A masterpiece of French epic storytelling, The Song of Roland or Chanson de Roland recounts the legend of this knight, the nephew of Charlemagne, who on the 15th of August 778 died in an ambush in the Roncevaux Pass. Despite the events having occurred in the 8th century, they were transmitted orally until being transcribed in the 11th century by an unknown author.
Furthermore, the mark of the brave champion has been left on the stones along the Camino de Santiago which witnessed the battle, with names such as Poyo Roldán and La Piedra de Roldán, which have survived to the present day.
Beyond the codices, the feats of Roland are also found in other formats, such as on a spire of the town of Estella, representing the knight ready for battle against the giant named Ferracutus.

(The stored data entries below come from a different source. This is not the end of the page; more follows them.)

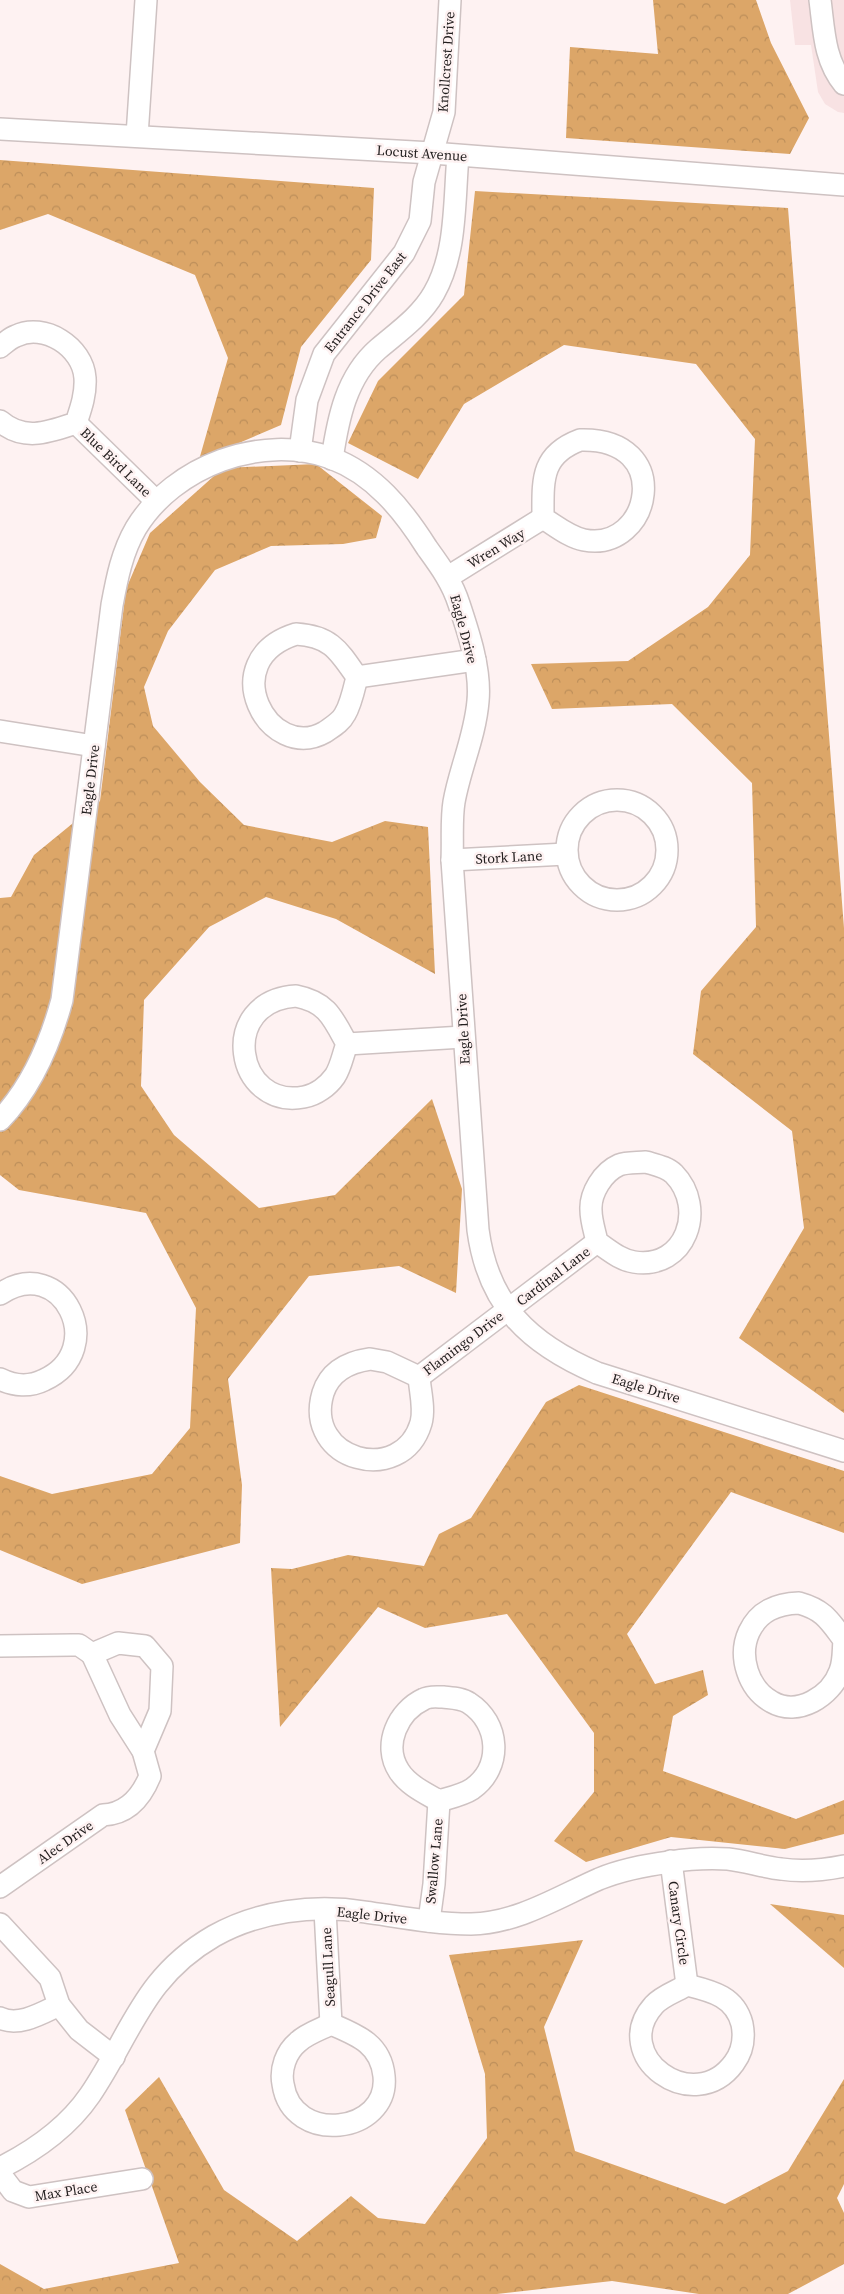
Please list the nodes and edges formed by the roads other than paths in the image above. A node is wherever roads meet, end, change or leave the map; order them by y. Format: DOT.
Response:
graph roads {
  1 [pos="146,0"];
  2 [pos="450,0"];
  3 [pos="820,0"];
  4 [pos="844,84"];
  5 [pos="0,129"];
  6 [pos="137,136"];
  7 [pos="432,154"];
  8 [pos="458,156"];
  9 [pos="844,185"];
  10 [pos="0,347"];
  11 [pos="0,421"];
  12 [pos="76,423"];
  13 [pos="300,451"];
  14 [pos="332,458"];
  15 [pos="156,501"];
  16 [pos="543,518"];
  17 [pos="448,577"];
  18 [pos="475,660"];
  19 [pos="357,677"];
  20 [pos="0,731"];
  21 [pos="94,746"];
  22 [pos="566,854"];
  23 [pos="452,860"];
  24 [pos="463,1037"];
  25 [pos="347,1044"];
  26 [pos="0,1120"];
  27 [pos="598,1242"];
  28 [pos="0,1294"];
  29 [pos="508,1310"];
  30 [pos="419,1377"];
  31 [pos="0,1379"];
  32 [pos="844,1451"];
  33 [pos="827,1617"];
  34 [pos="0,1646"];
  35 [pos="92,1654"];
  36 [pos="143,1751"];
  37 [pos="439,1801"];
  38 [pos="671,1861"];
  39 [pos="844,1866"];
  40 [pos="0,1887"];
  41 [pos="325,1910"];
  42 [pos="429,1921"];
  43 [pos="0,1924"];
  44 [pos="687,1985"];
  45 [pos="59,2005"];
  46 [pos="0,2018"];
  47 [pos="331,2024"];
  48 [pos="114,2057"];
  49 [pos="0,2168"];
  50 [pos="0,2174"];
  51 [pos="142,2179"];
  1 -- 6 [label="street"];
  2 -- 7 [label="street, Knollcrest Drive"];
  3 -- 4 [label="street"];
  5 -- 6 [label="street, Locust Avenue"];
  6 -- 7 [label="street, Locust Avenue"];
  7 -- 8 [label="street, Locust Avenue"];
  7 -- 13 [label="street, Entrance Drive East"];
  8 -- 9 [label="street, Locust Avenue"];
  8 -- 14 [label="street"];
  10 -- 12 [label="street, Blue Bird Lane"];
  11 -- 12 [label="street, Blue Bird Lane"];
  12 -- 15 [label="street, Blue Bird Lane"];
  13 -- 14 [label="street, Eagle Drive"];
  13 -- 15 [label="street, Eagle Drive"];
  14 -- 17 [label="street, Eagle Drive"];
  15 -- 21 [label="street, Eagle Drive"];
  16 -- 16 [label="street"];
  16 -- 17 [label="street, Wren Way"];
  17 -- 18 [label="street, Eagle Drive"];
  18 -- 19 [label="street"];
  18 -- 23 [label="street, Eagle Drive"];
  19 -- 19 [label="street"];
  20 -- 21 [label="street"];
  21 -- 26 [label="street, Eagle Drive"];
  22 -- 22 [label="street"];
  22 -- 23 [label="street, Stork Lane"];
  23 -- 24 [label="street, Eagle Drive"];
  24 -- 25 [label="street"];
  24 -- 29 [label="street, Eagle Drive"];
  25 -- 25 [label="street"];
  27 -- 27 [label="street, Cardinal Lane"];
  27 -- 29 [label="street, Cardinal Lane"];
  28 -- 31 [label="street"];
  29 -- 30 [label="street, Flamingo Drive"];
  29 -- 32 [label="street, Eagle Drive"];
  30 -- 30 [label="street, Flamingo Drive"];
  33 -- 33 [label="street"];
  34 -- 35 [label="street"];
  35 -- 36 [label="street, Alec Drive"];
  35 -- 36 [label="street"];
  36 -- 40 [label="street, Alec Drive"];
  37 -- 37 [label="street, Swallow Lane"];
  37 -- 42 [label="street, Swallow Lane"];
  38 -- 39 [label="street, Eagle Drive"];
  38 -- 42 [label="street, Eagle Drive"];
  38 -- 44 [label="street, Canary Circle"];
  41 -- 42 [label="street, Eagle Drive"];
  41 -- 47 [label="street, Seagull Lane"];
  41 -- 48 [label="street, Eagle Drive"];
  43 -- 45 [label="street"];
  44 -- 44 [label="street, Canary Circle"];
  45 -- 46 [label="street"];
  45 -- 48 [label="street"];
  47 -- 47 [label="street, Seagull Lane"];
  48 -- 49 [label="street, Eagle Drive"];
  50 -- 51 [label="street, Max Place"];
}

Although the Vita Karoli and the Codex Calixtinus are other sources referring to these events, in reality the most reliable information we have on the legend of Charlemagne’s champion are found in epic literature. In addition to the characters of the emperor, Roland and his twelve paladins, essential in this song are the actions of the characters of Marsile, the Saracen king, and the traitor Ganelon (who schemes against Roland due to envy), Gabriel (who intervenes in favour of the Franks) and the Vascons, who knew the territory and who carry out the Roncevaux ambush. The Song of Roland ends with Charlemagne’s victory over the Saracens and the trial of Ganelon.
The codex we are examining here is an illuminated copy from the 14th century, written in Franco-Italian Romance language, which belonged to the House of Gonzaga, the Duchy of Mantua, powerful princes who were lovers and notable patrons of art, both Mantegna and Pisanello were painters of their court. From the 18th century, the manuscript formed part of the collection of the Biblioteca Nazionale Marciana in Venice. The 407 images of Its battles, with a vivid realism which does not exclude scenes of stark severity, are certainly the best of the art of illumination of this time, also thanks to the richness and skill used in the colour treatment.
The two great Chansons de Gestes, The Song of Roland and The Song of my Cid, inspired Cervantes in his masterpiece, Don Quixote.